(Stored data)
---

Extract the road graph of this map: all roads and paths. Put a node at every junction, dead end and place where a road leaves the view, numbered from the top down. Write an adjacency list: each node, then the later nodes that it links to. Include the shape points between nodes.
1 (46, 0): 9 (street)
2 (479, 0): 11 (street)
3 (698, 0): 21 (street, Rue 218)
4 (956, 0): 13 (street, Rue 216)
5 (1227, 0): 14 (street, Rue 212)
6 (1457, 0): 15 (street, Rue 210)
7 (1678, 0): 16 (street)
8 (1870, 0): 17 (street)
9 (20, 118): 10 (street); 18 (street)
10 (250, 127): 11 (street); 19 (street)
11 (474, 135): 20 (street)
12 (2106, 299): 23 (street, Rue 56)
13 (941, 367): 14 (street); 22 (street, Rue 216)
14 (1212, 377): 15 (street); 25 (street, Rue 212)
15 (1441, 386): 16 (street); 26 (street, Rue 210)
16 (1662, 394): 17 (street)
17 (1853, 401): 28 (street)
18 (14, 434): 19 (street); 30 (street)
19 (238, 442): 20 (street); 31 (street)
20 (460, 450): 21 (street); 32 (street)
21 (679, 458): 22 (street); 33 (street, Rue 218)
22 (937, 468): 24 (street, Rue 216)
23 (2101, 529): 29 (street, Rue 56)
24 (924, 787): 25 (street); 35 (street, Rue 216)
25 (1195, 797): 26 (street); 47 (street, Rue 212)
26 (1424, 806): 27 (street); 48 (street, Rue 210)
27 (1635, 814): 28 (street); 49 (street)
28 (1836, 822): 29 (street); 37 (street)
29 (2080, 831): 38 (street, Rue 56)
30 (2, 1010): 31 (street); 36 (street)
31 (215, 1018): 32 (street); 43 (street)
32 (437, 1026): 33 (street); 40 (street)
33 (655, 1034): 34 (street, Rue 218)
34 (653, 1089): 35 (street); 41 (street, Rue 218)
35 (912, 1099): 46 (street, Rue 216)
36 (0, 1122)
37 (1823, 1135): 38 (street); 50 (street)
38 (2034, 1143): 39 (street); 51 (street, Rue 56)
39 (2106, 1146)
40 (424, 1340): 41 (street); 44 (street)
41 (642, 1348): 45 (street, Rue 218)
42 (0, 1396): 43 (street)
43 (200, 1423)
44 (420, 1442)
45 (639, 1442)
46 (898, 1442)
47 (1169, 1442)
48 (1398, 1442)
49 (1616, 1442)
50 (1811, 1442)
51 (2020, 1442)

---

§ Exercise goal:
Copy out the entries above again, keeping them exact.

§ Your solution:
Extract the road graph of this map: all roads and paths. Put a node at every junction, dead end and place where a road leaves the view, numbered from the top down. Write an adjacency list: each node, then the later nodes that it links to. Include the shape points between nodes.
1 (46, 0): 9 (street)
2 (479, 0): 11 (street)
3 (698, 0): 21 (street, Rue 218)
4 (956, 0): 13 (street, Rue 216)
5 (1227, 0): 14 (street, Rue 212)
6 (1457, 0): 15 (street, Rue 210)
7 (1678, 0): 16 (street)
8 (1870, 0): 17 (street)
9 (20, 118): 10 (street); 18 (street)
10 (250, 127): 11 (street); 19 (street)
11 (474, 135): 20 (street)
12 (2106, 299): 23 (street, Rue 56)
13 (941, 367): 14 (street); 22 (street, Rue 216)
14 (1212, 377): 15 (street); 25 (street, Rue 212)
15 (1441, 386): 16 (street); 26 (street, Rue 210)
16 (1662, 394): 17 (street)
17 (1853, 401): 28 (street)
18 (14, 434): 19 (street); 30 (street)
19 (238, 442): 20 (street); 31 (street)
20 (460, 450): 21 (street); 32 (street)
21 (679, 458): 22 (street); 33 (street, Rue 218)
22 (937, 468): 24 (street, Rue 216)
23 (2101, 529): 29 (street, Rue 56)
24 (924, 787): 25 (street); 35 (street, Rue 216)
25 (1195, 797): 26 (street); 47 (street, Rue 212)
26 (1424, 806): 27 (street); 48 (street, Rue 210)
27 (1635, 814): 28 (street); 49 (street)
28 (1836, 822): 29 (street); 37 (street)
29 (2080, 831): 38 (street, Rue 56)
30 (2, 1010): 31 (street); 36 (street)
31 (215, 1018): 32 (street); 43 (street)
32 (437, 1026): 33 (street); 40 (street)
33 (655, 1034): 34 (street, Rue 218)
34 (653, 1089): 35 (street); 41 (street, Rue 218)
35 (912, 1099): 46 (street, Rue 216)
36 (0, 1122)
37 (1823, 1135): 38 (street); 50 (street)
38 (2034, 1143): 39 (street); 51 (street, Rue 56)
39 (2106, 1146)
40 (424, 1340): 41 (street); 44 (street)
41 (642, 1348): 45 (street, Rue 218)
42 (0, 1396): 43 (street)
43 (200, 1423)
44 (420, 1442)
45 (639, 1442)
46 (898, 1442)
47 (1169, 1442)
48 (1398, 1442)
49 (1616, 1442)
50 (1811, 1442)
51 (2020, 1442)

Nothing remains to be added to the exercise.